La particolarità intrigante di questo tentativo sta nel suo costruire una sorta di palcoscenico le cui scene sono scandite dal succedersi dei giorni posti quasi come mutevole fondale all’agire dei protagonisti, osservati nelle loro fisionomie e nel loro abbigliarsi: attori, dunque, visti da spettatori privilegiati, quali sono i giornalisti, i compilatori di diari, gli stessi personaggi del palcoscenico con i loro appunti preziosi e le loro lettere, compulsati dai due autori, in una drammaturgia che avrebbe le cadenze di una pochade, se non preludesse al suo funesto epilogo per la Germania e per il mondo intero.
Certo, in questa particolarità sta anche il limite del lavoro, che non va e non vuole andare, proprio per la sua dimensione di spettacolo oggettivamente riprodotto, oltre le interpretazioni date all’istante dai commentatori presenti, senza le valutazioni di un poi, lasciate tutte al lettore trascinato in questa impetuosa successione di eventi, da decifrare in una più riflettuta comprensione.
Ecco, allora, che incontriamo un Goebbels, «ometto piccolo e secco: torace piatto, testa grossa, occhi castani, capelli neri. Zoppica per le sequele di una osteomielite infantile che gli ha lasciato un cosiddetto piede equino». E lo stesso Hitler intervistato dalla giornalista americana Dorothy Thompson, che lo descrive con un volto che «è già di per sé una caricatura», con però il «lampo inconfondibile che brilla nello sguardo dei geni, degli alcolisti e degli isterici [apparendo] un uomo in stato di trance». Viene rimarcata la monumentale imponenza del presidente Hindenburg, senza trascurare figure “minori” come il suo segretario di stato, Otto Meissner, dall’occhio vigile e che «sfoggia un baffetto grigio. I suoi completi, spesso indossati con tanto di pochette,sembrano sempre troppo piccoli di una taglia.

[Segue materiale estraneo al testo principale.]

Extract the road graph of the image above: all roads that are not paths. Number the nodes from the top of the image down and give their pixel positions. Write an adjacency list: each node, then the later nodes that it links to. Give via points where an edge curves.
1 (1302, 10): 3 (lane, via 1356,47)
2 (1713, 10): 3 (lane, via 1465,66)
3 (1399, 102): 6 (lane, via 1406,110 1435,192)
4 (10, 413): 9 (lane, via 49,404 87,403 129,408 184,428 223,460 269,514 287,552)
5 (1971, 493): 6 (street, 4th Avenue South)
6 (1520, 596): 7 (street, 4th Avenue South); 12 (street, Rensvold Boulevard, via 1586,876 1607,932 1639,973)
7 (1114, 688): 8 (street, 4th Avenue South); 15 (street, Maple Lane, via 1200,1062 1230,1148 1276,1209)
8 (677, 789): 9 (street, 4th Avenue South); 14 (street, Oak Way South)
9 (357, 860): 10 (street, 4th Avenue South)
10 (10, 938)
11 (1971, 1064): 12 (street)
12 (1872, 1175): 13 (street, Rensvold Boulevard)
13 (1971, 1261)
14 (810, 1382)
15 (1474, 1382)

In quella Berlino, attraversata da violenti e contrapposti cortei, spesso insanguinata da delitti politici, sprofondata in una apatica e, ad un tempo, rabbiosa miseria, gli osservatori, soprattutto americani, sembrano perdere il filo delle trame imbastite al vertice dello Stato, mentre – annota il poeta Loerke sullo sfondo del 10 dicembre – «è arrivato l’inverno. Il tempo è tetro, i pini sembrano silhouette. Il terreno è gelato. Solo gli ultimi crisantemi si aggrappano ancora agli steli senza perdere i colori». Ma nei giorni di gennaio della suprema decisione del presidente di affidare il cancellierato ad Hitler con von Papen vice, la temperatura si abbassò fino ad oltre 20 gradi sotto zero, quasi presagio di un ben altro generale gelo futuro.
Al termine della “rappresentazione”, resta negli autori la convinzione che quella presa del potere nazista non fosse predestinata, riaprendo l’eterna disputa sull’inevitabilità o meno della storia, sicuramente favorita – come in questo caso – da ricostruzioni basate sulle opinabili scelte soggettive dei protagonisti.